Sift through the material below and return the lines with "Carrera".

Segment Open

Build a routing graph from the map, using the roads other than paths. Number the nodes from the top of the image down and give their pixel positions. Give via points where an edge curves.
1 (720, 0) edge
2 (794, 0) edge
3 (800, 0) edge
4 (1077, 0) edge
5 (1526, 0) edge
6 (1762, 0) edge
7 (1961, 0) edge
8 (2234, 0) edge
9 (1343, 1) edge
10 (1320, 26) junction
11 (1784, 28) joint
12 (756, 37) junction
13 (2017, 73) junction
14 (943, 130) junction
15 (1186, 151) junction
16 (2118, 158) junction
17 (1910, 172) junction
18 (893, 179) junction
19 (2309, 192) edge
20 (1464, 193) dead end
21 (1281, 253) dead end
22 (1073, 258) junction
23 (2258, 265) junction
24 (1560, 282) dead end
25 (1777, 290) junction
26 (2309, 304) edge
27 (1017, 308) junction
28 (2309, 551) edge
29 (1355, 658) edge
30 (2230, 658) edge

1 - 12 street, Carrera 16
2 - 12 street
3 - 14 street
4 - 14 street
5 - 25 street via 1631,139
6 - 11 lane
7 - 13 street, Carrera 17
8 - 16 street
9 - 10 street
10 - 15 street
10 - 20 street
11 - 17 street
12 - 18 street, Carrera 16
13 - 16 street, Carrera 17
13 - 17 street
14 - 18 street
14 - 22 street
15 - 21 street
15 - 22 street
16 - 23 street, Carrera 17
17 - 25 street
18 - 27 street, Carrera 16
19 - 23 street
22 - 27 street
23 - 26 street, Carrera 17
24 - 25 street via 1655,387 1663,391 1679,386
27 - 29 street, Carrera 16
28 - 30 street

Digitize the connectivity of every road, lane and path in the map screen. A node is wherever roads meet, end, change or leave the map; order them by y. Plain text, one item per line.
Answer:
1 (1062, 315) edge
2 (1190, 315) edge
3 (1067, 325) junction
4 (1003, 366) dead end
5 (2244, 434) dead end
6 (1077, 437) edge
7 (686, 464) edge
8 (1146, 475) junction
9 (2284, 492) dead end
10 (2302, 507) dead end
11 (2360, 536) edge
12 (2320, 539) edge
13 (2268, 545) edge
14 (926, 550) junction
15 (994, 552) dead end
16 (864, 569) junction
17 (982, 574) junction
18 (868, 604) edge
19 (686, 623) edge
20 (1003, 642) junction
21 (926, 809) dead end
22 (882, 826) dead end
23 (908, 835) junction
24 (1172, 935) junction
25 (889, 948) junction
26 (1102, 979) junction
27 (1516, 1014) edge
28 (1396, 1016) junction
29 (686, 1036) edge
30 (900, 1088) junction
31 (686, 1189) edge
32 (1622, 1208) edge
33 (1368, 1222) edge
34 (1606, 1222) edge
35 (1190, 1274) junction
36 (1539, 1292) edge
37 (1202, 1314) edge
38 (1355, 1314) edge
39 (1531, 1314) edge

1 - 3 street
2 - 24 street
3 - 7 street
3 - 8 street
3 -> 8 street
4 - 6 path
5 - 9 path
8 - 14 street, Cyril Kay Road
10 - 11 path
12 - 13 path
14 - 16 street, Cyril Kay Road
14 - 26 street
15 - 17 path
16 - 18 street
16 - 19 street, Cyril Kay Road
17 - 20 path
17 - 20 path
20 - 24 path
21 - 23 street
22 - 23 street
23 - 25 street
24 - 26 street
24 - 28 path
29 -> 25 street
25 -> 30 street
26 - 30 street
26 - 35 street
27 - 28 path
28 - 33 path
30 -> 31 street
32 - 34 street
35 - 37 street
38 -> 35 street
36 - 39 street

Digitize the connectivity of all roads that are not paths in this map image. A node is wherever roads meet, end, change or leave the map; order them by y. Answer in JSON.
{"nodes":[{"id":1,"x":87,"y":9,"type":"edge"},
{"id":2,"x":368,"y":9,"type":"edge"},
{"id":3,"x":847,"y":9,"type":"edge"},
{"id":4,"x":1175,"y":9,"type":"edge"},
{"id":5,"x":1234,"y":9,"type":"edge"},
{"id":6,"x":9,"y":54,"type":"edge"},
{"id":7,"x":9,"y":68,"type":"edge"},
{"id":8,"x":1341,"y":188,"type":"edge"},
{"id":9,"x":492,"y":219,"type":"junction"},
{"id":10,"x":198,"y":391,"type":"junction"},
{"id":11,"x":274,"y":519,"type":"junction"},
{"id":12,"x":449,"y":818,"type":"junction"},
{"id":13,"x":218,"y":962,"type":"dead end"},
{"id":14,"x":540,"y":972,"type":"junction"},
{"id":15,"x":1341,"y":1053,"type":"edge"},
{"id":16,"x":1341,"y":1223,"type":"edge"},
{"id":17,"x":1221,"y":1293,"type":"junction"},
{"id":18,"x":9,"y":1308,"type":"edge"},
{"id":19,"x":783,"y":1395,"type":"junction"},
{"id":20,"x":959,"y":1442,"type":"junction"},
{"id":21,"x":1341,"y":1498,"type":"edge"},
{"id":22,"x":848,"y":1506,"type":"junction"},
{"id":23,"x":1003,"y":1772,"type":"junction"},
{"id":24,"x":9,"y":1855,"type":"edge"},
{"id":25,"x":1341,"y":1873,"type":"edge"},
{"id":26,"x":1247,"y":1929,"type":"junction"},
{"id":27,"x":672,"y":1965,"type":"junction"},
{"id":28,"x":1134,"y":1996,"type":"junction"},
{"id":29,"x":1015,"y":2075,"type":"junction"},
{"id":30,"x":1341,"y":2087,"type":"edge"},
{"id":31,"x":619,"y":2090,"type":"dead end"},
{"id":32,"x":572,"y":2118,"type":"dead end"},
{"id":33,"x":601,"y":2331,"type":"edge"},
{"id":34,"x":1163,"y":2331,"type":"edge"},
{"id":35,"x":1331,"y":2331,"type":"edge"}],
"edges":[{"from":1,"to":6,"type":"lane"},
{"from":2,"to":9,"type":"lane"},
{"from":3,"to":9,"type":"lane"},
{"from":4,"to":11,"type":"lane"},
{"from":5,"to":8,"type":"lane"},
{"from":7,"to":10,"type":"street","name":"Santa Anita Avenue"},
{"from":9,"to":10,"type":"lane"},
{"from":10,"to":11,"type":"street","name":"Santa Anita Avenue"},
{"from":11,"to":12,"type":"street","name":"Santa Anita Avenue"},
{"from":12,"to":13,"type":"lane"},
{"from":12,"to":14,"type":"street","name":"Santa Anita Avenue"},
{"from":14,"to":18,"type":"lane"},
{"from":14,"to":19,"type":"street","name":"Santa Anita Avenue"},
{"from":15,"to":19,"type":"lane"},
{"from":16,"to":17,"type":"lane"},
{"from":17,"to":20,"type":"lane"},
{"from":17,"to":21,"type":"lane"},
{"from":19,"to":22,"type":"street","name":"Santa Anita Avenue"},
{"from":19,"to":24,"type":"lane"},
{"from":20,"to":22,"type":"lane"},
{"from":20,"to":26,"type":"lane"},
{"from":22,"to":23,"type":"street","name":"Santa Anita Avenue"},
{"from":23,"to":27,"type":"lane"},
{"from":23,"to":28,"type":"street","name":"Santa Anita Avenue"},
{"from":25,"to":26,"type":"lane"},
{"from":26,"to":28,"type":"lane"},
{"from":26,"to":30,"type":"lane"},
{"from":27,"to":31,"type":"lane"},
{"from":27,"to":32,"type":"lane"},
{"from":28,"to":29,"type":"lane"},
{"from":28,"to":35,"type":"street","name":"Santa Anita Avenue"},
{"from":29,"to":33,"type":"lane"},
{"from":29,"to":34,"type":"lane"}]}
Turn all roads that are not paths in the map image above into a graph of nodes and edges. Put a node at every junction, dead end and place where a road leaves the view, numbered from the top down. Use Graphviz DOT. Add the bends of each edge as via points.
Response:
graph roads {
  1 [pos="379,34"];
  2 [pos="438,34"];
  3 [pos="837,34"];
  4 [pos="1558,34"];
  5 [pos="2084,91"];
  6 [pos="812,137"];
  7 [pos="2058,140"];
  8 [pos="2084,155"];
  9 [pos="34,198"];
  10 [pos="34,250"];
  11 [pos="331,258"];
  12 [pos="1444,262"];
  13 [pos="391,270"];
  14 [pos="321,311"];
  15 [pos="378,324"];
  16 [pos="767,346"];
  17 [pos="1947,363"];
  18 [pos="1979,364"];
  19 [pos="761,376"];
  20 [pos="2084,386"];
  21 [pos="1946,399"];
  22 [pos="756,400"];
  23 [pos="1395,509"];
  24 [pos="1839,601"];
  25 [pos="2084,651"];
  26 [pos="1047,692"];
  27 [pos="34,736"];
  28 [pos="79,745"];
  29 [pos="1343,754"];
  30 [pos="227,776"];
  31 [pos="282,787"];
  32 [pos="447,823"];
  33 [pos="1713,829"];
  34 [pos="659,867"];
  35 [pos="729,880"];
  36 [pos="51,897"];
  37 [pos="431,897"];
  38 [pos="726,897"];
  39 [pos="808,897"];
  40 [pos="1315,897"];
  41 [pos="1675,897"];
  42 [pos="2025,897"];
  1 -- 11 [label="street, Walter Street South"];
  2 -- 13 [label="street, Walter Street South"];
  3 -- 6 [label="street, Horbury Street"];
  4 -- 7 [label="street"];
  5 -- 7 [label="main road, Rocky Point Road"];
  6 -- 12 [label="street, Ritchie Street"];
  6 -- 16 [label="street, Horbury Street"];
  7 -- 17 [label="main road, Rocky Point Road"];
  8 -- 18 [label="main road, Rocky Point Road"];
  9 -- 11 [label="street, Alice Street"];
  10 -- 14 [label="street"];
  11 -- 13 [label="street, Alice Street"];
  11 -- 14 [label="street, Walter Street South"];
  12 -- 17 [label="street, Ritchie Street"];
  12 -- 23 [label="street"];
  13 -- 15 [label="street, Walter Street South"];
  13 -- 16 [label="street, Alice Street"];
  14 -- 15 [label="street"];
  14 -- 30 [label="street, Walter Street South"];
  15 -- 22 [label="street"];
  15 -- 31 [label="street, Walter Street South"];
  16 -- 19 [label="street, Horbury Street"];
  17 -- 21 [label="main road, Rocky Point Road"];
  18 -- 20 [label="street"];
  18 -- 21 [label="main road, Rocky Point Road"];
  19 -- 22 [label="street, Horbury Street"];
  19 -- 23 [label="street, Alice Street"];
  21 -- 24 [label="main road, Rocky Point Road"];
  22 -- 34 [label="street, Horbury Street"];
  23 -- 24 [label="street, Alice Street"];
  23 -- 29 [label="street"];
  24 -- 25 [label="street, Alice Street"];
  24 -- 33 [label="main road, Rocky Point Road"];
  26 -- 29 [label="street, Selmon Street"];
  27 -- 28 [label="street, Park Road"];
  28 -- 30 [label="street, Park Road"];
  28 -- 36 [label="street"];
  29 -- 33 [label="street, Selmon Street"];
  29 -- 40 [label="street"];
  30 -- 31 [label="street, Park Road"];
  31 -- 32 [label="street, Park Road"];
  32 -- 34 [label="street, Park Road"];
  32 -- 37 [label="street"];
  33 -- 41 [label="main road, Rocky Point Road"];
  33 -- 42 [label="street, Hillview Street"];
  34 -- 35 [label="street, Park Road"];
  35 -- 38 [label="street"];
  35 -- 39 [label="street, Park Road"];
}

Segment Closed

Exercise output:
1 - 12 street, Carrera 16
7 - 13 street, Carrera 17
12 - 18 street, Carrera 16
13 - 16 street, Carrera 17
16 - 23 street, Carrera 17
18 - 27 street, Carrera 16
23 - 26 street, Carrera 17
27 - 29 street, Carrera 16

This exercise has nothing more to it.